With US sanctions still hammering its supply chains, the Chinese tech giant is leaning heavily on its in-house Kirin X90 chip, which just bagged a Level 2 national security certification from China’s Information Technology Security Evaluation Centre—essentially a golden ticket for adoption in government and enterprise sectors.
Troubled Chipzilla has already felt the squeeze, with Washington yanking Qualcomm and Intel’s special licences to supply Huawei with older-generation chips. Now, even Microsoft's Windows is getting the boot, as Huawei preps HarmonyOS-powered PCs for launch later this year.
For a company that once relied on Intel’s Core processors and Qualcomm’s Snapdragon for its laptops, the shift to homegrown silicon is a seismic one. The Qingyun W515x and L540 laptops, featuring Kirin 9000C and 9006C chips, respectively, have already received certification, paving the way for a wider rollout in the mainland.
Huawei’s consumer boss Richard Yu Chengdong said last year that current laptops might be the last to run Windows.

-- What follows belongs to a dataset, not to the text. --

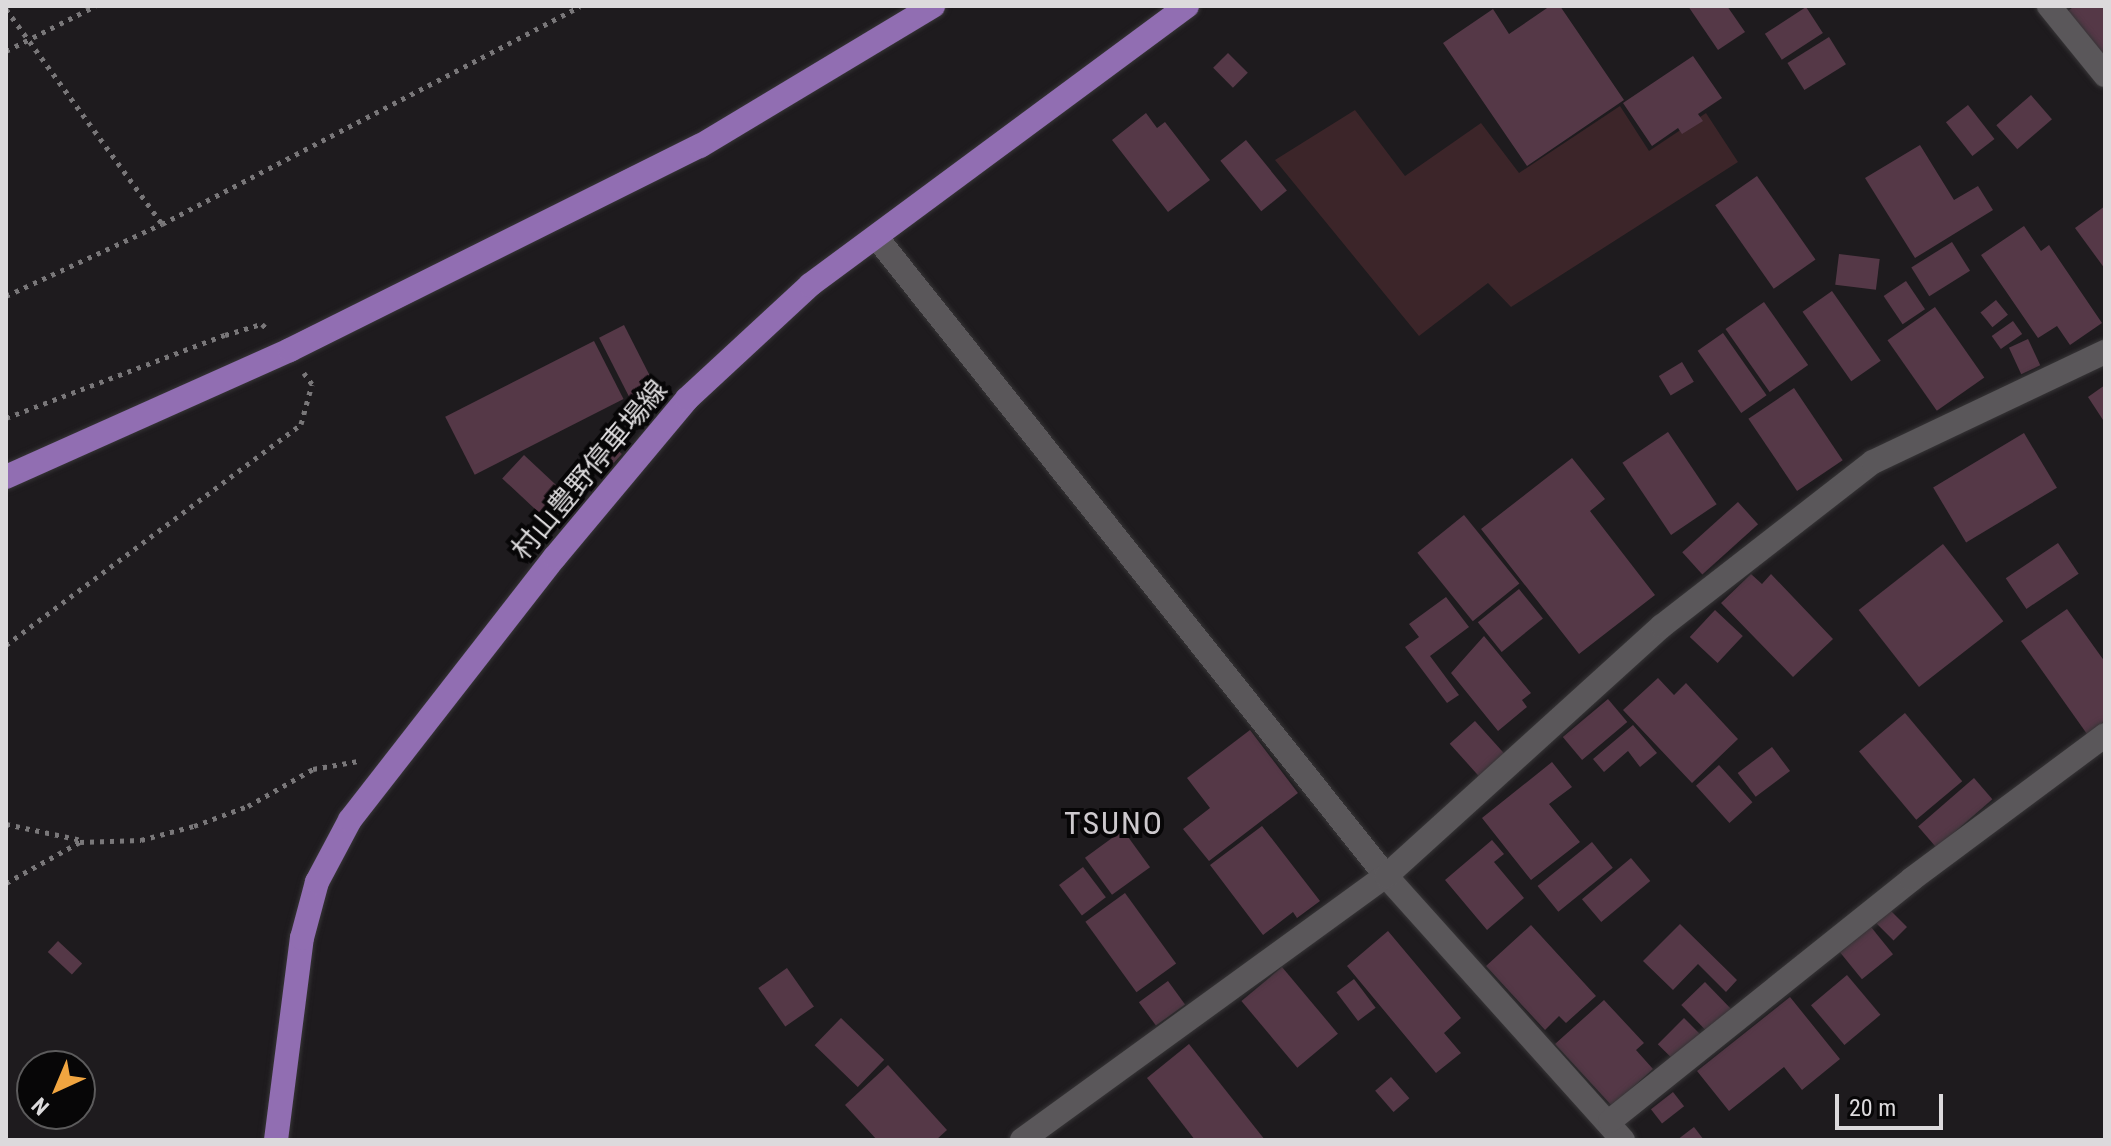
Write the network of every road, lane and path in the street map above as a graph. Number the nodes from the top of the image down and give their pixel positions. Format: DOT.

Despite the sanctions, Huawei’s PC business is growing at a healthy clip. Shipments increased by 15 per cent in 2024, reaching 4.3 million units and capturing an 11 per cent share of the Chinese market. That puts it firmly behind Lenovo’s 35 per cent, but momentum is on its side—except for a slight stumble in Q4, where a lack of new launches saw shipments dip by seven per cent.
With HarmonyOS looming on the horizon, Huawei is betting big on a future where it controls the hardware and software stack.